Inflation is a function of the supply and demand for money and denotes the basic idea that more money in the pockets of the people leads to a rise in the general price level. In theory, this leads to more investment and is seen as a way to drive growth.
In some cases, inflation is a by-product of new crypto being mined, forged or otherwise created by various mechanisms. Or it can be a set percentage of the total supply which is released as an incentive for users to stake or sacrifice their crypto with the promise of gains later on.
Theoretically the latter of these creates a stable economy which sees predictable growth and a reliable APY. By releasing a certain rate of tokens each year to participants in the economy there can be continual and sustained growth.
High percentage inflation rates are to be avoided in crypto as this creates unsustainable growth that is not mirrored by the actual function of the economy in question. Essentially, this fosters an environment where those who benefit from high inflation will distort the market and drive the prices up exponentially, quicker than the market can react and stabilize.
As with any currency there needs to be an element of predictability with cryptocurrencies. Those who participate in the economy of a specific crypto need to know roughly how many coins there will be in circulation, both in the present and future.
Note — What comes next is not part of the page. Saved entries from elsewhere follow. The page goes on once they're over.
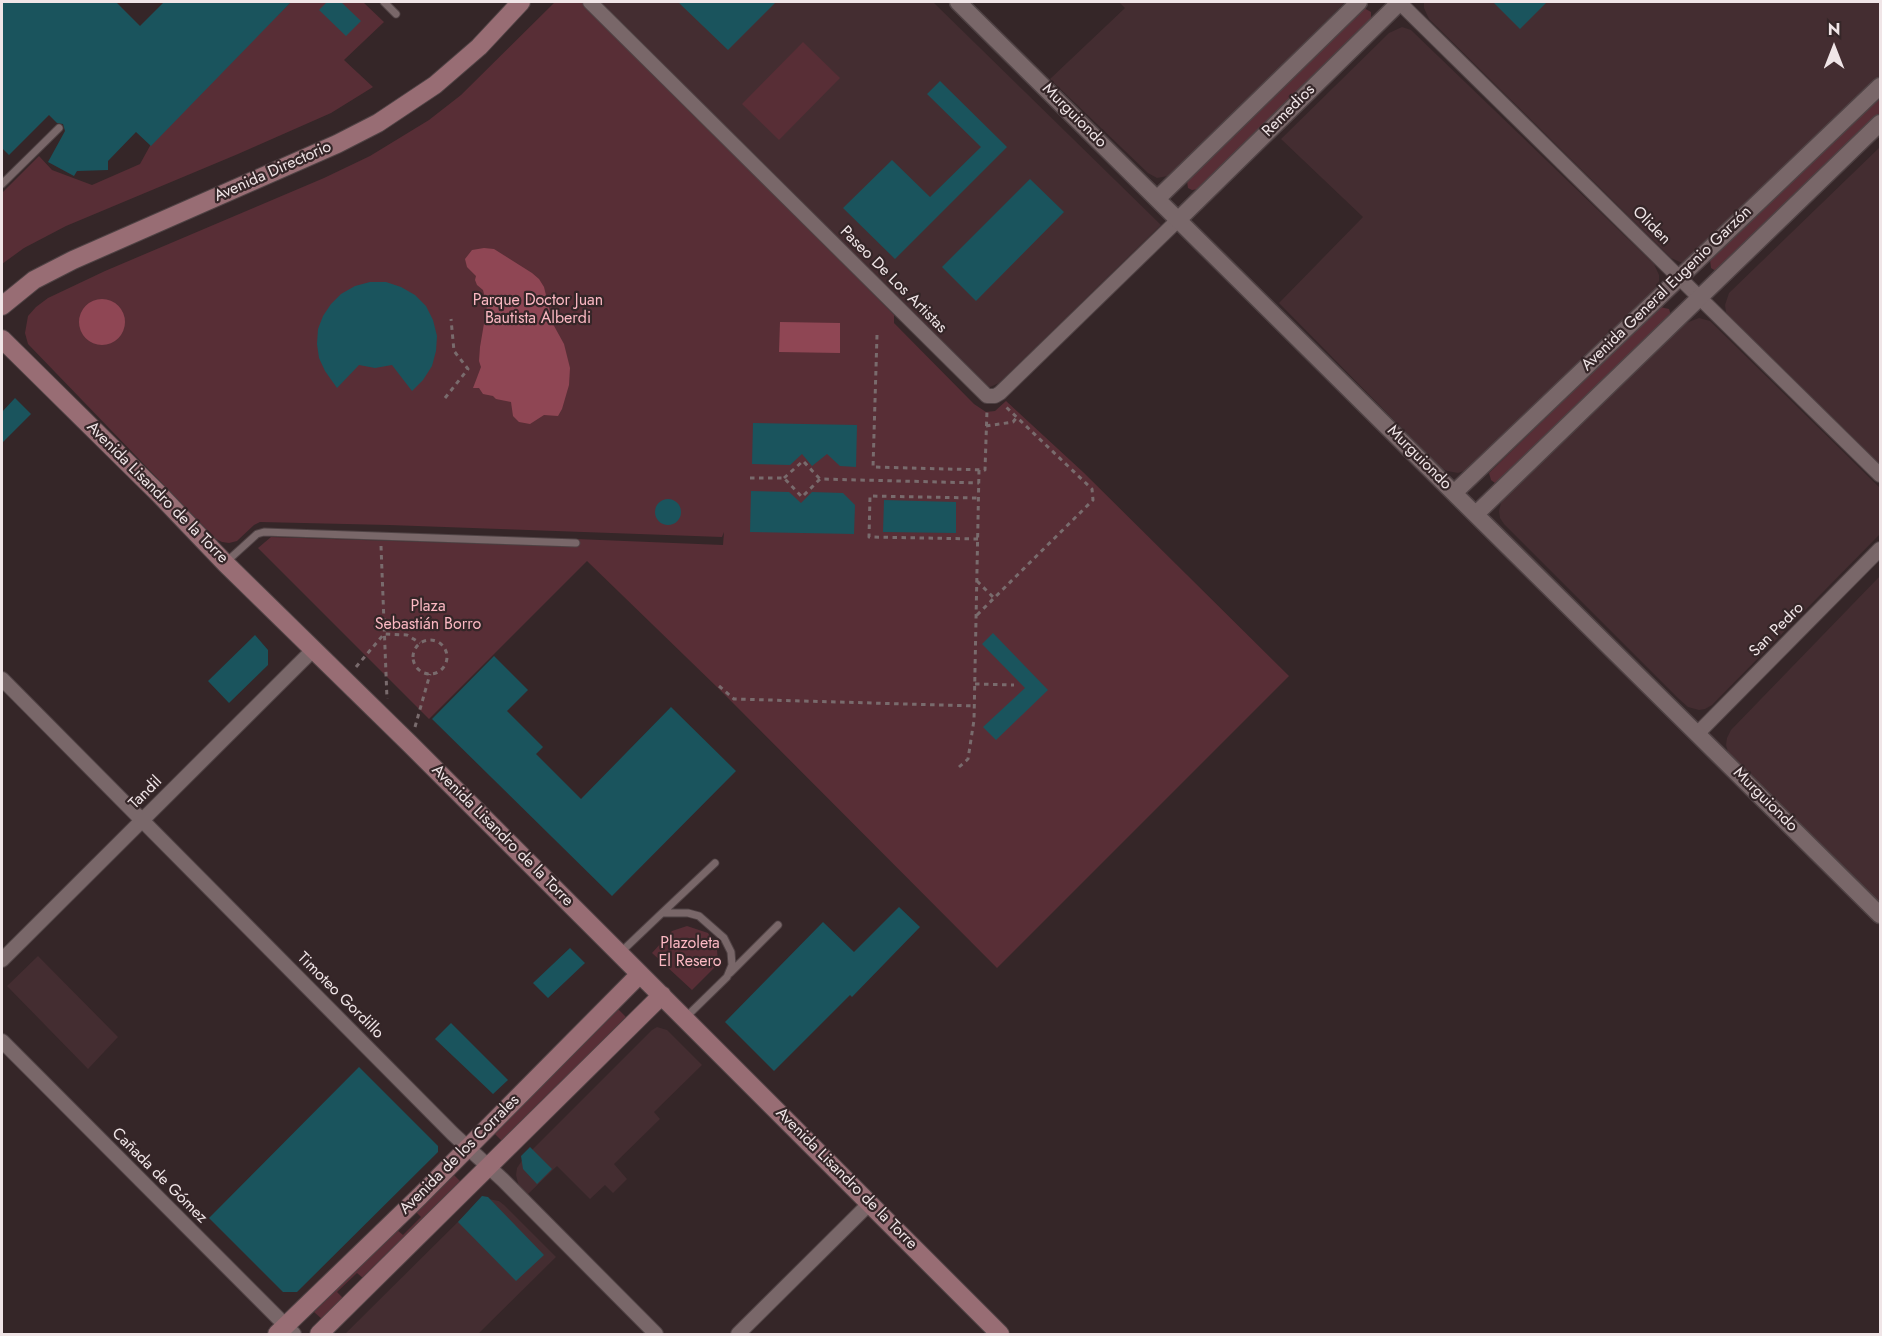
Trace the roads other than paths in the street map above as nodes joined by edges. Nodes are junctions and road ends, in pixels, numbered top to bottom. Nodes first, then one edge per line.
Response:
1 (384, 2) edge
2 (521, 2) edge
3 (590, 2) edge
4 (958, 2) edge
5 (1359, 2) edge
6 (1399, 2) edge
7 (396, 14) dead end
8 (1881, 86) edge
9 (1881, 123) edge
10 (59, 128) dead end
11 (2, 184) edge
12 (1157, 199) junction
13 (1178, 220) junction
14 (1680, 278) junction
15 (1701, 298) junction
16 (2, 306) edge
17 (2, 339) edge
18 (1881, 475) edge
19 (1454, 493) junction
20 (1476, 514) junction
21 (576, 543) dead end
22 (1881, 549) edge
23 (225, 562) junction
24 (314, 649) junction
25 (2, 679) edge
26 (1698, 734) junction
27 (142, 820) junction
28 (716, 863) dead end
29 (662, 913) junction
30 (1881, 915) edge
31 (778, 925) dead end
32 (620, 953) junction
33 (2, 960) edge
34 (640, 974) junction
35 (727, 977) junction
36 (662, 995) junction
37 (685, 1018) junction
38 (2, 1041) edge
39 (468, 1147) junction
40 (488, 1166) junction
41 (870, 1203) junction
42 (286, 1332) edge
43 (319, 1335) edge
44 (656, 1335) edge
45 (738, 1335) edge
46 (1000, 1335) edge

1 - 7 lane
2 - 16 main road, Avenida Directorio
3 - 13 street, Paseo De Los Artistas
4 - 12 street, Murguiondo
5 - 12 street, Remedios
6 - 13 street, Remedios
6 - 14 street, Oliden
8 - 14 street, Avenida General Eugenio Garzón
9 - 15 street, Avenida General Eugenio Garzón
10 - 11 lane
12 - 13 street, Murguiondo
13 - 19 street, Murguiondo
14 - 15 street, Oliden
14 - 19 street, Avenida General Eugenio Garzón
15 - 18 street, Oliden
15 - 20 street, Avenida General Eugenio Garzón
17 - 23 main road, Avenida Lisandro de la Torre
19 - 20 street, Murguiondo
20 - 26 street, Murguiondo
21 - 23 lane
22 - 26 street, San Pedro
23 - 24 main road, Avenida Lisandro de la Torre
24 - 27 street, Tandil
24 - 32 main road, Avenida Lisandro de la Torre
25 - 27 street, Timoteo Gordillo
26 - 30 street, Murguiondo
27 - 33 street, Tandil
27 - 39 street, Timoteo Gordillo
28 - 29 lane
29 - 32 lane
29 - 35 lane
31 - 35 lane
32 - 34 main road, Avenida Lisandro de la Torre
34 - 36 main road, Avenida Lisandro de la Torre
34 - 39 main road, Avenida de los Corrales
35 - 37 lane
36 - 37 main road, Avenida Lisandro de la Torre
36 - 40 main road, Avenida de los Corrales
37 - 41 main road, Avenida Lisandro de la Torre
38 - 42 street, Cañada de Gómez
39 - 40 street, Timoteo Gordillo
39 - 42 main road, Avenida de los Corrales
40 - 43 main road, Avenida de los Corrales
40 - 44 street, Timoteo Gordillo
41 - 45 street
41 - 46 main road, Avenida Lisandro de la Torre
But the economy for a cryptocurrency cannot stagnate and this is where inflation plays a crucial role. A token will fail to become valuable if it operates in a closed economy where the total supply never increases. Transactions must fuel an economy where NFTs and the currency itself are traded freely by users who have the prospect of a return on their investment.
Early adopters of a cryptocurrency need to be motivated to put their tokens back into the economy to ensure its longevity. Just holding your crypto is disincentivized, due to the rate of inflation and this encourages further investment with a view to maximize returns.
While the flagship crypto Bitcoin retains an element of mystery as to its inflation, which is at the whim of market forces, there is plenty of room for cryptocurrencies with more predictability at their core.
Instead of a wild variance in percentage increases in supply, some projects lay out for users exactly how much extra crypto will be available. Simply put, it doesn’t matter how many people are working to create more tokens. There is a set amount of additional tokens to be added to the economy and these will be equally distributed among users according to the rules of the game.
What this eliminates is uncertainty and further motivates an economy which is self-sustaining yet shows constant growth. If token holders can rely on a guaranteed return on their initial investment, they will hold greater confidence in the economy.